Data supplied section start
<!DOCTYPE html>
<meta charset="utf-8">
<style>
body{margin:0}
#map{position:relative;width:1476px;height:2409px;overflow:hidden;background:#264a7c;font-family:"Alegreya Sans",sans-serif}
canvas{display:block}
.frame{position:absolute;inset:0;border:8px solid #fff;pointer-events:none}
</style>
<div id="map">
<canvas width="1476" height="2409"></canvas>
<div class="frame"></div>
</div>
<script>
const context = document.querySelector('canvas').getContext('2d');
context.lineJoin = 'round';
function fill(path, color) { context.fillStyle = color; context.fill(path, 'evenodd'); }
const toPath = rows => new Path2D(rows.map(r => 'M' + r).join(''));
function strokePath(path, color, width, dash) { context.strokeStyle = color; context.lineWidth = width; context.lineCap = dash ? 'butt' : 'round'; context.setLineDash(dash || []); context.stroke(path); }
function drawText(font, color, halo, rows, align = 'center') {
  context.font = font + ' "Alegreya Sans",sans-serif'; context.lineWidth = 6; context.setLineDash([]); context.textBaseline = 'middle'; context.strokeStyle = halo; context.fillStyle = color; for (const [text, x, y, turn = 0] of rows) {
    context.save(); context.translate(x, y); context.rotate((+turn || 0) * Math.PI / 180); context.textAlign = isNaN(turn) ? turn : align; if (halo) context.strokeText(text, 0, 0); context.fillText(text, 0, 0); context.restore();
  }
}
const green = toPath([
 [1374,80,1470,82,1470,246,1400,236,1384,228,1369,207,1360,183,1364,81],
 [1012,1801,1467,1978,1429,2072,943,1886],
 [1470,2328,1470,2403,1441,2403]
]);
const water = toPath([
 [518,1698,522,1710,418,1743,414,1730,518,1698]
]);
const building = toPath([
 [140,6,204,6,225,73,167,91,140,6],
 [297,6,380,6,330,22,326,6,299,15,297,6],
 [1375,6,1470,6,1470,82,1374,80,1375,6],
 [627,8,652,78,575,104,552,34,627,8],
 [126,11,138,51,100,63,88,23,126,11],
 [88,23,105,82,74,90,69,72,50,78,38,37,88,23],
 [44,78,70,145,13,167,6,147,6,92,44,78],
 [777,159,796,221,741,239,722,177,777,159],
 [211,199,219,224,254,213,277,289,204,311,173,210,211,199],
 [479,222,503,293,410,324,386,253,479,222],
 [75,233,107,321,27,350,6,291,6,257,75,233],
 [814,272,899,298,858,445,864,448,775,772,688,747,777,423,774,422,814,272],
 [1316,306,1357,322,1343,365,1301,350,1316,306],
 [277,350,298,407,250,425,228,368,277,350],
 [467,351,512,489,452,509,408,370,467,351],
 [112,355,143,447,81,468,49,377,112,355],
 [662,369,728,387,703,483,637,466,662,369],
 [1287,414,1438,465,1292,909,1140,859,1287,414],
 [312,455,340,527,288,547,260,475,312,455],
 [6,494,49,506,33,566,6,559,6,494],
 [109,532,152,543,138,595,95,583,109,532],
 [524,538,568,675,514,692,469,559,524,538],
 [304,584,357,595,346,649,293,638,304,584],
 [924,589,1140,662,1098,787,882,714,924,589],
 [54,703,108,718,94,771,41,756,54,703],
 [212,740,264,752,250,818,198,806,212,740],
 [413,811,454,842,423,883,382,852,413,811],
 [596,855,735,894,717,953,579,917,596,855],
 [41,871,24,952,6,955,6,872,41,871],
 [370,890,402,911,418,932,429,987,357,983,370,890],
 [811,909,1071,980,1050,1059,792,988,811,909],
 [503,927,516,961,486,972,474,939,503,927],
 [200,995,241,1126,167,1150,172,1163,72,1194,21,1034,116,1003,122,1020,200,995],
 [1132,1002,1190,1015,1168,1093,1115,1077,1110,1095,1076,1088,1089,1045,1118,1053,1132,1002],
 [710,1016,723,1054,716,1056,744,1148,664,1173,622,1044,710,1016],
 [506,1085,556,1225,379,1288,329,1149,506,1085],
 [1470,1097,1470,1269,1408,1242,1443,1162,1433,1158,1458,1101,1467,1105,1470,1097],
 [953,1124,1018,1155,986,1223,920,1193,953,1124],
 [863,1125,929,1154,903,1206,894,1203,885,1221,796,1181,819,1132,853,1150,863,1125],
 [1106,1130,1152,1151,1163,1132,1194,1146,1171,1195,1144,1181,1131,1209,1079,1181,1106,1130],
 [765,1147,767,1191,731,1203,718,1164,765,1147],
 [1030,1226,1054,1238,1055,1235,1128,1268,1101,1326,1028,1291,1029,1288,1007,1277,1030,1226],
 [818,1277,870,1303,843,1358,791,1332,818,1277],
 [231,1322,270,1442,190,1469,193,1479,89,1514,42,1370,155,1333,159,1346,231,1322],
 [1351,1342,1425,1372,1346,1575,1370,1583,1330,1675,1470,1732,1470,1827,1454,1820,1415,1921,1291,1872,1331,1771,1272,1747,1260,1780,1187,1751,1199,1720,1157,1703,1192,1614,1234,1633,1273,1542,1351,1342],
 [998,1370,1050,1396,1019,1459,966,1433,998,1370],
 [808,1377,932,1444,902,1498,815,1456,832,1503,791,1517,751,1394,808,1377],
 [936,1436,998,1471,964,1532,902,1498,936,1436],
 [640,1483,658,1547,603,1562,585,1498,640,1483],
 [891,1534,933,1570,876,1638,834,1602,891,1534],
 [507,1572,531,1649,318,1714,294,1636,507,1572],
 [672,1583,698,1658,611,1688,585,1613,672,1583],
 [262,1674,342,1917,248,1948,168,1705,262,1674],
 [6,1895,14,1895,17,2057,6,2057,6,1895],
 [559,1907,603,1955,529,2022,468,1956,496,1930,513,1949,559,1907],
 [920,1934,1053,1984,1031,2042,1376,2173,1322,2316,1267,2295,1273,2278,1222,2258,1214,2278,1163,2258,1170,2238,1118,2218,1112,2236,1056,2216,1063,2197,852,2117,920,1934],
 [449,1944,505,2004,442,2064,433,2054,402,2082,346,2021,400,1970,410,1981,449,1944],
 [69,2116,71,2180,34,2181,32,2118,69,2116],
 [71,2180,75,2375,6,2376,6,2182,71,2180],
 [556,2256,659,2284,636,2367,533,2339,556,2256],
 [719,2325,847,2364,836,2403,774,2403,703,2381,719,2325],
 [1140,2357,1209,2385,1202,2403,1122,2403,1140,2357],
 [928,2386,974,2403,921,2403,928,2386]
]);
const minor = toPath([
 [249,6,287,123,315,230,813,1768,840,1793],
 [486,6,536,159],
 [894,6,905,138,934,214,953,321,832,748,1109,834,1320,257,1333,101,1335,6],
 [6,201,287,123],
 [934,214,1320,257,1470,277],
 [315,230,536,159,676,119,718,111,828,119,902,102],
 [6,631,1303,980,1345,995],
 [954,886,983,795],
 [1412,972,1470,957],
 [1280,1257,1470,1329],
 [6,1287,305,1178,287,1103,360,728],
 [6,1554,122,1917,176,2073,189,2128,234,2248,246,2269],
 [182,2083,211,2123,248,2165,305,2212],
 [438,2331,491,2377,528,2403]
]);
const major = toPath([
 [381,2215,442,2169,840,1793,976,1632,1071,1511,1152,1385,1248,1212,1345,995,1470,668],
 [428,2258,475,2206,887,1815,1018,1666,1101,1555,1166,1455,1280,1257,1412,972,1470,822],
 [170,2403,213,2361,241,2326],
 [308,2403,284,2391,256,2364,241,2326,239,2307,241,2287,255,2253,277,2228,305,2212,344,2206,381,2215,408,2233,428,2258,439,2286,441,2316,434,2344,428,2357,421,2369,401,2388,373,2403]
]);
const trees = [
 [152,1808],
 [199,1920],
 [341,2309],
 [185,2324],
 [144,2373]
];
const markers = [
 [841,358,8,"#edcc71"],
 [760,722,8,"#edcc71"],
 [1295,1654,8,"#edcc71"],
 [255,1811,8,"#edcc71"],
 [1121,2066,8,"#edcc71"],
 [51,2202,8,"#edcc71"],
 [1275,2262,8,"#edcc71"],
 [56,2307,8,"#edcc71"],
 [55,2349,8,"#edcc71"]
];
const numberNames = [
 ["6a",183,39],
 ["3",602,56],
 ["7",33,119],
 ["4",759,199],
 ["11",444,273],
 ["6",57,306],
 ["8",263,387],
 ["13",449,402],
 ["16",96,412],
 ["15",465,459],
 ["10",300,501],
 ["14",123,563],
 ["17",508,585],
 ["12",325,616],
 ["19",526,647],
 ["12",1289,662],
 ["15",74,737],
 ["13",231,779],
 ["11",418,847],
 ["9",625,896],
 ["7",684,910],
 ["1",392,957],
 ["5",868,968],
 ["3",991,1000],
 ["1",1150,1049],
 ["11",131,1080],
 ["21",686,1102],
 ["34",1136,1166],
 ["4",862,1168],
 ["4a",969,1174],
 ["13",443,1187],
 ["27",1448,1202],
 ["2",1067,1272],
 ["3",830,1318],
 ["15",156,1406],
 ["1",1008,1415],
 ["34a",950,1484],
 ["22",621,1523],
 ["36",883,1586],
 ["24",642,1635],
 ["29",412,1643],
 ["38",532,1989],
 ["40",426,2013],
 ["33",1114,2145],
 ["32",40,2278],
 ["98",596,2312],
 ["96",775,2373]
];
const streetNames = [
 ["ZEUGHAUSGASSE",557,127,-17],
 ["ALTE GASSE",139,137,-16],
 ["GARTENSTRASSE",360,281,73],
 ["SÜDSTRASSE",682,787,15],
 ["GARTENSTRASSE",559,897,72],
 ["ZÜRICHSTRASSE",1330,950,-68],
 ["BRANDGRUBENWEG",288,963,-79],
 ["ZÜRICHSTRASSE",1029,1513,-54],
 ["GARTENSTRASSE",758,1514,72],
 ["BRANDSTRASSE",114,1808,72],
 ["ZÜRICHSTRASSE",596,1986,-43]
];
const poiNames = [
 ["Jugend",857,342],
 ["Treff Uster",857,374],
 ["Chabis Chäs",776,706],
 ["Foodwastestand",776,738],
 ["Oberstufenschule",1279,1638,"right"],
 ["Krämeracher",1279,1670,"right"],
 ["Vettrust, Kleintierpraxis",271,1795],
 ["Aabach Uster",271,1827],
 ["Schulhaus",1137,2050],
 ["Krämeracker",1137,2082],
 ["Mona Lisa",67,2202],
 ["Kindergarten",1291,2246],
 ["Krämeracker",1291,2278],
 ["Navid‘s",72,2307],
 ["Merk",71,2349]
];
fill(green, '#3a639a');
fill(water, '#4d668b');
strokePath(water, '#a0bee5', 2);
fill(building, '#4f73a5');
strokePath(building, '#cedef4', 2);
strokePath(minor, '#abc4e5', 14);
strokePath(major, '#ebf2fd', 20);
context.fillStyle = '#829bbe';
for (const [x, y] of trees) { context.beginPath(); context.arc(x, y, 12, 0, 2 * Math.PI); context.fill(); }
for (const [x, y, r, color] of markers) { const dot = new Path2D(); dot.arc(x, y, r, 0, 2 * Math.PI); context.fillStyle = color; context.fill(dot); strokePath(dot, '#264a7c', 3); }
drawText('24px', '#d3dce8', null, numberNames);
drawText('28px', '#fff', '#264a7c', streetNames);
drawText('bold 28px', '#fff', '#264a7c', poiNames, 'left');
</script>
Data supplied section end
**Task objective:** Whenever the string "halo" shows up in a line of the records, copy that line.

**Answer section:**
function drawText(font, color, halo, rows, align = 'center') {
  context.font = font + ' "Alegreya Sans",sans-serif'; context.lineWidth = 6; context.setLineDash([]); context.textBaseline = 'middle'; context.strokeStyle = halo; context.fillStyle = color; for (const [text, x, y, turn = 0] of rows) {
    context.save(); context.translate(x, y); context.rotate((+turn || 0) * Math.PI / 180); context.textAlign = isNaN(turn) ? turn : align; if (halo) context.strokeText(text, 0, 0); context.fillText(text, 0, 0); context.restore();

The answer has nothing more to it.